Recovering a non responsive AWS instance

I could not ssh in to one of my AWS instances last evening and it wasn’t serving any pages either. AWS management console said it was up, though. Rebooting did not help. The second reboot did not help either. Shutdown and start did not help. I was running out of tricks here!

For some reason, the instance had been running on 100% CPU utilization for days:

(I better do some monitoring in future!)

Even though the CPU usage had dropped after the restarting, the instance would not accept any connections. The only thing I could think of was to either ping the AWS forum, or to get the running volume on some new instance as the instance was an EBS based one. I decided to go with the new volume if the database would not mind too much. Steps I needed to do were:

  1. Snapshot the running volume
  2. Create a new volume out of the snapshot on the same availability zone
  3. Start a new instance with the Launch more like this
  4. Shutdown the new instance
  5. Detach the volume on the new instance
  6. Attach the volume which was created from the snapshot to new instance (need to have the correct  attachment information, like /dev/sda1)
  7. Start the new instance
  8. Disassociate the Elastic IP from the old instance
  9. Associate the correct Elastic IP on the new instance
  10. Test and wish for the best

This actually worked and did not even take too much time. Actually, really cool when thinking about this and imagining I would have had a physical server instead…


21
Apr 11

US-EAST-1 region outage 21st of April

Quora is down, Reddit is in emergency read only mode. Quite severe this is then!

According to the first investigation (from the AWS health dashboard) the reason for outage was a networking event which caused a large number of EBS volumes being re-mirrored. This caused capacity problems in the affected region. Also there were problems with one control plane which made it difficult to create new EBS volumes and instances. Control plane is a piece of router architecture which is responsible of drawing the network map, if you did not know it… I certainly did not know before.

Of course, there are plenty of other services impacted by the outage and I guess this is a great time to see how different services have been designed to sustain a degradation of some underlying components. Quora is totally dead (well, there is the notification to users) and Reddit is in read only mode. I give my points to Reddit as they have managed to fail gracefully to a cached read only mode.

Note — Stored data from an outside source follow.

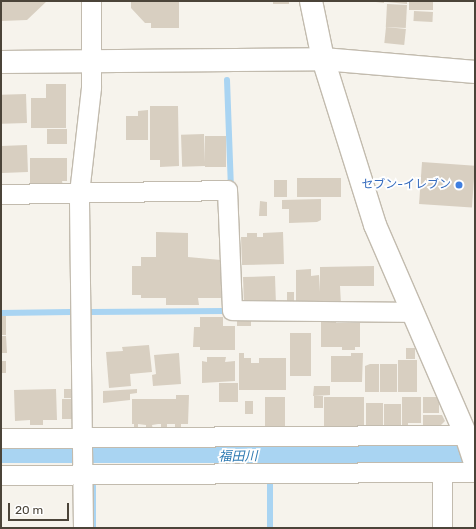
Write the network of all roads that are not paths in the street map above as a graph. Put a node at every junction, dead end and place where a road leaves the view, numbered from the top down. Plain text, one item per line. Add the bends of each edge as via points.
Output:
1 (91, 1) edge
2 (311, 1) edge
3 (323, 59) junction
4 (92, 61) junction
5 (1, 62) edge
6 (475, 72) edge
7 (79, 193) junction
8 (1, 194) edge
9 (413, 312) junction
10 (470, 435) edge
11 (1, 438) edge
12 (83, 438) junction
13 (475, 462) edge
14 (83, 472) junction
15 (442, 472) junction
16 (475, 472) edge
17 (1, 474) edge
18 (83, 528) edge
19 (442, 528) edge

1 - 4 street
2 - 3 street
3 - 4 street
3 - 6 street
3 - 9 street via 375,225
4 - 5 street
4 - 7 street
7 - 8 street
7 - 9 street via 227,190 232,310
7 - 12 street
9 - 10 street
10 - 12 street
10 - 13 street
11 - 12 street
12 - 14 street
14 - 15 street
14 - 17 street
14 - 18 street
15 - 16 street
15 - 19 street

Funny thing, just today I was reading a text by James Hamilton which is spot on this situation. I need to say I am surprised Quora did not have a fail over to a different location as the other location in US seems to be ok.


20
May 10

EBS-based instance problems

The instance I run this blog was slightly impacted a few days ago. All of a sudden I could not ssh into the instance and the Apache was running really painfully slow. It did not really work at all. While I was already fantasizing that my really super awesome new web-2.0-youtube-facebook-twitter crossbreed vKaiser.com had gotten some traction and was overloaded by the publicity, I ended up in the AWS site to see the service status. The service status was fine and my hopes were still high. Then the truth hit me, there were others as well in the forums who had similar issues, EBS based image becomes unresponsive and reboot does not help. Can’t either take a spapshot of the EBS volume, but stopping and starting might help. Just have to prepare for the instance to go down very, very slowly.

So, as I could not take a snapshot and was not particulary interested in using a few days old snapshots, I decided to just shut down the instance and give it the time it needs. Eventually, the server went down and I could restart it just fine. Situation back to normal. This incident could of course have been avoided easily by having a backup system ready or even a load balanced setup if I would have the money to run it.

No luck in getting traction.


8
Apr 10

vKaiser.com

I’ve been neglecting the blog for a while and feel sorry about that. The spring has been busy and will most likely stay like that, some bachelor parties and weddings and I am also going to be a dad in the beginning of June! The boy is already kicking strong!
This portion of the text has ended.